▸ Aim of the exercise:
Count the lines in the material below that contain the word "翠华山路辅路" and give the number alone.
====== Task input ======
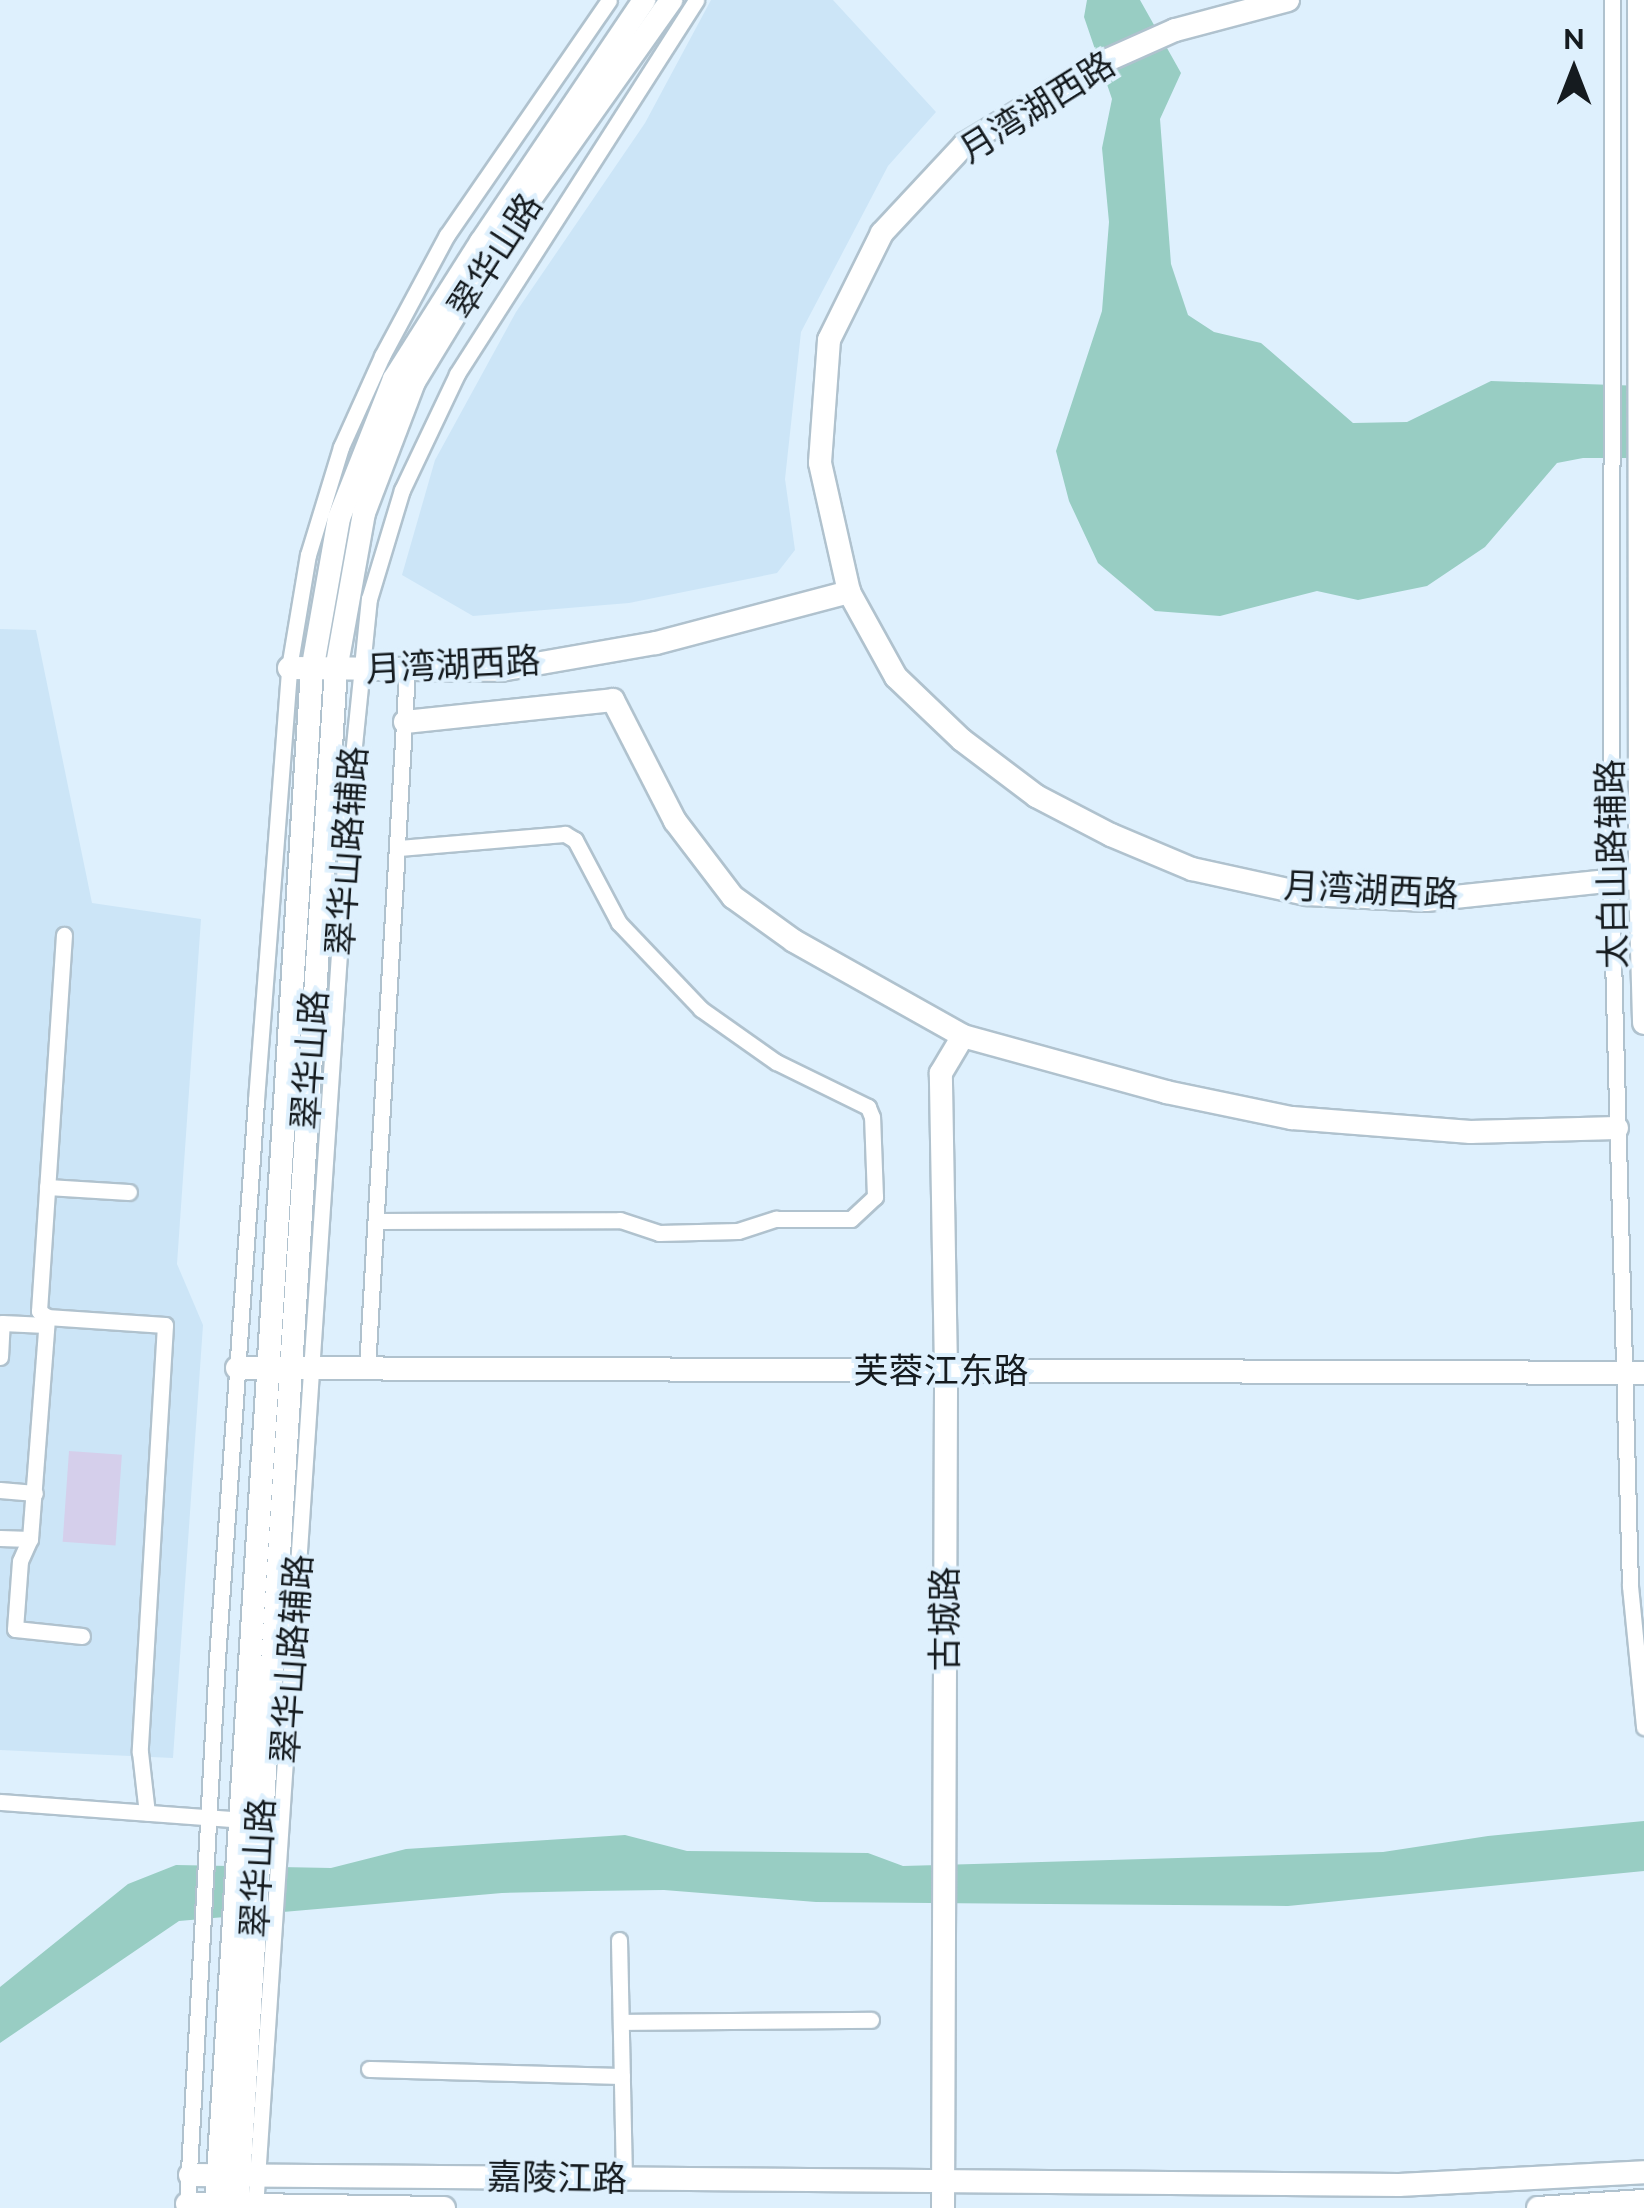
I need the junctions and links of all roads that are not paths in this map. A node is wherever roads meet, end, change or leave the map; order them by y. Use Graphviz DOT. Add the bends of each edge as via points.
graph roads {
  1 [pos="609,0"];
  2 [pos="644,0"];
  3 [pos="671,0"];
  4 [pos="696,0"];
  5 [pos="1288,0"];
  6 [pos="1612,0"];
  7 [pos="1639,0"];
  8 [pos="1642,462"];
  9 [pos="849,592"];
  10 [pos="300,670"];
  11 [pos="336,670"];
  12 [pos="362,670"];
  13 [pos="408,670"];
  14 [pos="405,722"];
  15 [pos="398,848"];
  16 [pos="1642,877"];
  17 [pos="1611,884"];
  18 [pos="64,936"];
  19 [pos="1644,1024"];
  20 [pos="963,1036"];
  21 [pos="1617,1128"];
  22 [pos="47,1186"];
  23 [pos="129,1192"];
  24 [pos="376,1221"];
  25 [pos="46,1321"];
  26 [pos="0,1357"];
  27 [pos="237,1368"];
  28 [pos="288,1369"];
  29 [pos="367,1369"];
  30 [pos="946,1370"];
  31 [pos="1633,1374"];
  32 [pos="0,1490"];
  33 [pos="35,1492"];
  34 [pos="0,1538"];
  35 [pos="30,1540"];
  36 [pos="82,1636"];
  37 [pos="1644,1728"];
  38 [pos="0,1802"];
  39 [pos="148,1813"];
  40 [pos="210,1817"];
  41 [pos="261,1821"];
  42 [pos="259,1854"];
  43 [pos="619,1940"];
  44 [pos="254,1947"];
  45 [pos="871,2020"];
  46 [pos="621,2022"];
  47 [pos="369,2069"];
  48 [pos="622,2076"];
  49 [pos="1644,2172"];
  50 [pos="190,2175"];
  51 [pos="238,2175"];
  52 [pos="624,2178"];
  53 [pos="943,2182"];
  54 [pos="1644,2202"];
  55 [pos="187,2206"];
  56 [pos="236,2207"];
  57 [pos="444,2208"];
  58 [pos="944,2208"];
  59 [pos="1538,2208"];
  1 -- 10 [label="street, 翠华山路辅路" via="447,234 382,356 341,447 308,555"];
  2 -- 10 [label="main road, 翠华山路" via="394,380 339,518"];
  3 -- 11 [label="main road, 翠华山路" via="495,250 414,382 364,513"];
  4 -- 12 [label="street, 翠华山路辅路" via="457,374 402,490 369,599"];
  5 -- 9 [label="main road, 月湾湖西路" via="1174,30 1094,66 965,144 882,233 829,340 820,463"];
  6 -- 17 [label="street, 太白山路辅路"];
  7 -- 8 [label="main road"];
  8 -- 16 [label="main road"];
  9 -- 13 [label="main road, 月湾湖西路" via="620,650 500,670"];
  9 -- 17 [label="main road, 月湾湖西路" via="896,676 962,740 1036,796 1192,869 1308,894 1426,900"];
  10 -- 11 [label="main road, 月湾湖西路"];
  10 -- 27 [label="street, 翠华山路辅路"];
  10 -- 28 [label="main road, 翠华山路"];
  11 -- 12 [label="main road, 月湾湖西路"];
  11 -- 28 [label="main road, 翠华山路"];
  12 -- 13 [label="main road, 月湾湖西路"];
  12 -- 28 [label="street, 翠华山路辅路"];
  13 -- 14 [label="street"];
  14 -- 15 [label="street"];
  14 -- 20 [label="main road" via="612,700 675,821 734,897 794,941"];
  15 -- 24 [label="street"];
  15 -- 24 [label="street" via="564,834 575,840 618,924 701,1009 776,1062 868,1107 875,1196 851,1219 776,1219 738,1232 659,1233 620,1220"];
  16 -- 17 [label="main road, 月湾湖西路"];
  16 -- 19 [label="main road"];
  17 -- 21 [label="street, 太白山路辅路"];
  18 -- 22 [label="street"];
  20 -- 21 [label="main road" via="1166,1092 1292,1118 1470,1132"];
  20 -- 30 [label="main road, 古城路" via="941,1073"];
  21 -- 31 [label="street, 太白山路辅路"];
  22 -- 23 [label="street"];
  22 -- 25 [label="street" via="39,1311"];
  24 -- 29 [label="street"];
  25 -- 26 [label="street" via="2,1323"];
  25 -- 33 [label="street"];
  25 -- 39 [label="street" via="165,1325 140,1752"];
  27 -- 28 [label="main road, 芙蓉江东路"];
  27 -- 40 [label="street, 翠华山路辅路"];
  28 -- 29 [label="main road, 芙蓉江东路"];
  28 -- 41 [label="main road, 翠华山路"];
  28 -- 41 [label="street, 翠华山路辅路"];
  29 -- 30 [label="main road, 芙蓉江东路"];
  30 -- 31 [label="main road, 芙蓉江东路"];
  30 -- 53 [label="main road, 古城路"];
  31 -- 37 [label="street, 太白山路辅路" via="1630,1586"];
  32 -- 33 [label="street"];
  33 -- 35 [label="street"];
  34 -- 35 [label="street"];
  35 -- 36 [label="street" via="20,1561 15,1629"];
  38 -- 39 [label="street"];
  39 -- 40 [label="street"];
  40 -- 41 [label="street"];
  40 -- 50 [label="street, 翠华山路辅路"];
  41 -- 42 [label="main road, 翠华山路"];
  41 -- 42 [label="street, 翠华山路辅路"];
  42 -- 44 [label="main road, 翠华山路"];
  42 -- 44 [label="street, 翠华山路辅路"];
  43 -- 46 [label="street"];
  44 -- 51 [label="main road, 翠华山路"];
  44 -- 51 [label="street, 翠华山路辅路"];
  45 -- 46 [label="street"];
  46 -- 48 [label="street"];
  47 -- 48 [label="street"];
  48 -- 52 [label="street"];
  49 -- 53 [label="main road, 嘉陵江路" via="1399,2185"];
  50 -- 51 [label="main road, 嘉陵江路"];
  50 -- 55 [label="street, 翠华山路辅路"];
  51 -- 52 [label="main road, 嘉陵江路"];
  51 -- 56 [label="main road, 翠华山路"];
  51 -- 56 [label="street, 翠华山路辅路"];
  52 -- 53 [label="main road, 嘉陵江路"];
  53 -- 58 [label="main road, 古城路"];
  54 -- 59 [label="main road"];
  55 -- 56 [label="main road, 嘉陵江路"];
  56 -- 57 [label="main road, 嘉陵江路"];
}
======
====== Task input ======
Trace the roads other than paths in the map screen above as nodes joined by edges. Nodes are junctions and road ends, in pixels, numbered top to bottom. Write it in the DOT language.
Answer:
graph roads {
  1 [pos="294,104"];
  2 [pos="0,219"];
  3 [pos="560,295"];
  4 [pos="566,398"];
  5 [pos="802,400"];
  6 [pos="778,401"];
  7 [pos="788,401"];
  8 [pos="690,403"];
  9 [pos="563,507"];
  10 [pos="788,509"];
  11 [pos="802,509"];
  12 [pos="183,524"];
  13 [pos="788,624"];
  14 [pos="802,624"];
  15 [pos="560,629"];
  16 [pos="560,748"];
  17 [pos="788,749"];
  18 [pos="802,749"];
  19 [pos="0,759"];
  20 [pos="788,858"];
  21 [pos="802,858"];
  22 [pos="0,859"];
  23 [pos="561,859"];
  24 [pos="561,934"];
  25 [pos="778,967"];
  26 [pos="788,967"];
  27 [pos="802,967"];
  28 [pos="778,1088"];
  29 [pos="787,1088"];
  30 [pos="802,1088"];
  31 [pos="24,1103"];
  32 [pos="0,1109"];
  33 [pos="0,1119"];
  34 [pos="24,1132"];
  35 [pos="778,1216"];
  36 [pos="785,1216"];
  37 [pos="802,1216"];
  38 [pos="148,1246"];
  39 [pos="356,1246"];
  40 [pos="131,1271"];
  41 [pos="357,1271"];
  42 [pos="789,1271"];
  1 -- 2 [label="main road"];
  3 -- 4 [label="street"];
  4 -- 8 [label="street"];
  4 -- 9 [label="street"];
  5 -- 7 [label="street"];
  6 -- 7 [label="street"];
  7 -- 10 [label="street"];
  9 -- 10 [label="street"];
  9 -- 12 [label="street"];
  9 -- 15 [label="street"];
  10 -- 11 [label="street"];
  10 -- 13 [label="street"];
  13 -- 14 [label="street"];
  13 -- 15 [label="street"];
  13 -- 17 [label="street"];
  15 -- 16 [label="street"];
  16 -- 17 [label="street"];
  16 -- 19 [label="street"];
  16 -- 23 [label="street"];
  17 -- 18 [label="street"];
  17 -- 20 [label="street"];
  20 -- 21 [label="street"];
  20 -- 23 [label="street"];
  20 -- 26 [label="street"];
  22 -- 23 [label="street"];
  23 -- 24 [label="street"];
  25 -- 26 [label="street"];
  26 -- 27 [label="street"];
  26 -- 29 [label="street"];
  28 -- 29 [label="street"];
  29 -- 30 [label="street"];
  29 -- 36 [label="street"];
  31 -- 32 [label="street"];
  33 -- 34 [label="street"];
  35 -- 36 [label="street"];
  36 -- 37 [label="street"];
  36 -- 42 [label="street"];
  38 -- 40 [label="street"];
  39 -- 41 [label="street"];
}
======
▸ Response for this exercise:
12